What is needed – The expected response is a copy of every line in the entries below that includes the word "numbered".

Data for analysis –
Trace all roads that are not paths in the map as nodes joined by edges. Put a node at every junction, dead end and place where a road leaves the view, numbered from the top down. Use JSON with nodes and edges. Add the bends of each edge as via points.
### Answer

--

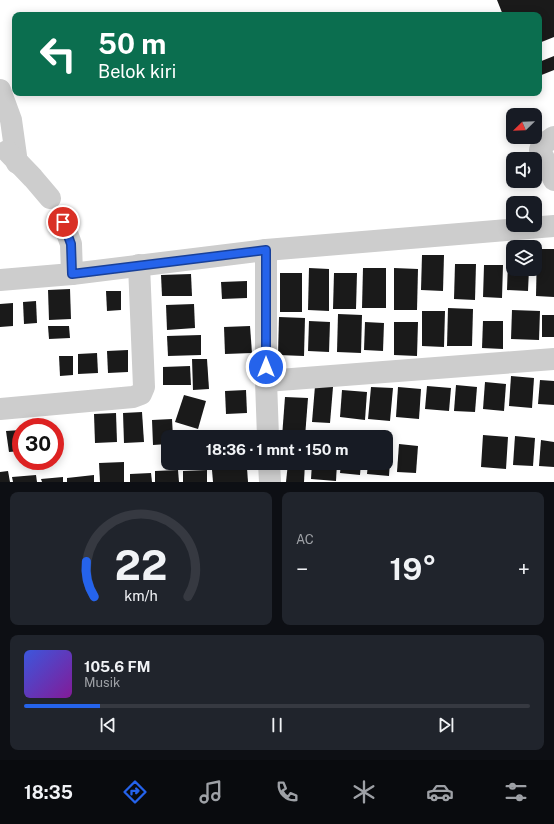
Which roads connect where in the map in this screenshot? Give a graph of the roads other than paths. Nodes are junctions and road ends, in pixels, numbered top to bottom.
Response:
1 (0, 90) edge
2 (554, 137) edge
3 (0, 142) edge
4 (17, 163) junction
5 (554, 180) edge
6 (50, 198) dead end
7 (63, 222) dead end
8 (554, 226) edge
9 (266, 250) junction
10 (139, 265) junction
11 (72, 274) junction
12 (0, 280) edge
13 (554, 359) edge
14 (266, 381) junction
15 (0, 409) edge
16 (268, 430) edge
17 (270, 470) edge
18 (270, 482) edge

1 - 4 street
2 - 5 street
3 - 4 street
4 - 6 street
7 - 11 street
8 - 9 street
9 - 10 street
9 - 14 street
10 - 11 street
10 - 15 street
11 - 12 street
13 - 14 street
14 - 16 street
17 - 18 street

--

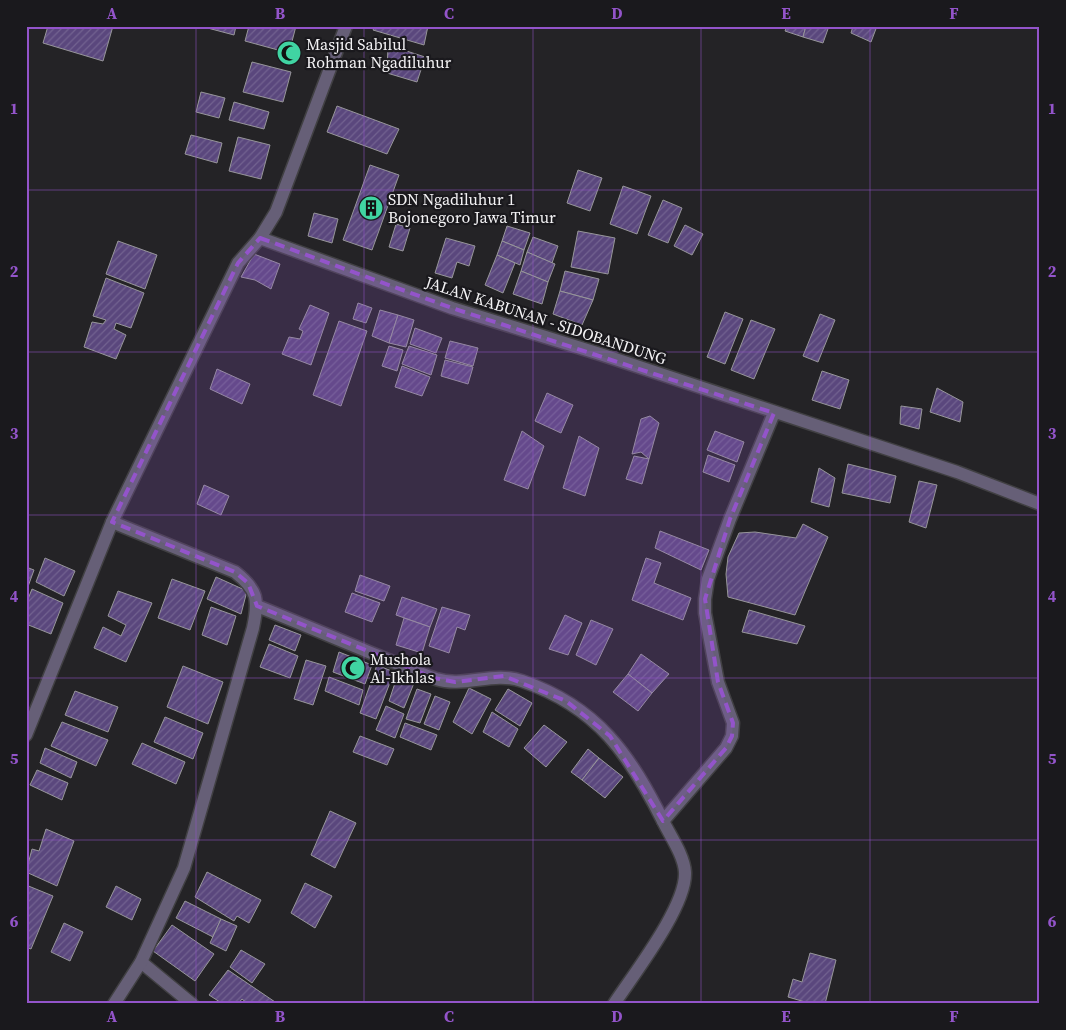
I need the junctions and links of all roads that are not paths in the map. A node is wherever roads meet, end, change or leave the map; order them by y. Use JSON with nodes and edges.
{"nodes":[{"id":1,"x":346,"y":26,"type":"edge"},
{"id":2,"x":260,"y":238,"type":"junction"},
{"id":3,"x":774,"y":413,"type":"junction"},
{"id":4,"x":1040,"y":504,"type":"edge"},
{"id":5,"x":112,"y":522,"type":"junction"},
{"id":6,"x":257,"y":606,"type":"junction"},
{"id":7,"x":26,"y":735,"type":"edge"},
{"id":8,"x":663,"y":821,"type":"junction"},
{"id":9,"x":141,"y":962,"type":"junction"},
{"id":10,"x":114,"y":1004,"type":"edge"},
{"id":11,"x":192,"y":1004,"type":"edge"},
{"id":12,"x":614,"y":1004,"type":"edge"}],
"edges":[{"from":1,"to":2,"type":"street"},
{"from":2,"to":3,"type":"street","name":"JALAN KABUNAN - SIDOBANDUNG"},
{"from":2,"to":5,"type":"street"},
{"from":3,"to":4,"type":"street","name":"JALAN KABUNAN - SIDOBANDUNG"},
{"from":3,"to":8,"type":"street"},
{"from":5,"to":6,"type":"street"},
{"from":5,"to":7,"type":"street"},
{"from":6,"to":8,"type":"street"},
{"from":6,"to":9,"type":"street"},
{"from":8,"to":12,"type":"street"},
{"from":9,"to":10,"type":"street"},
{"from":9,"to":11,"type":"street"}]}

Output for this task –
Trace all roads that are not paths in the map as nodes joined by edges. Put a node at every junction, dead end and place where a road leaves the view, numbered from the top down. Use JSON with nodes and edges. Add the bends of each edge as via points.
Which roads connect where in the map in this screenshot? Give a graph of the roads other than paths. Nodes are junctions and road ends, in pixels, numbered top to bottom.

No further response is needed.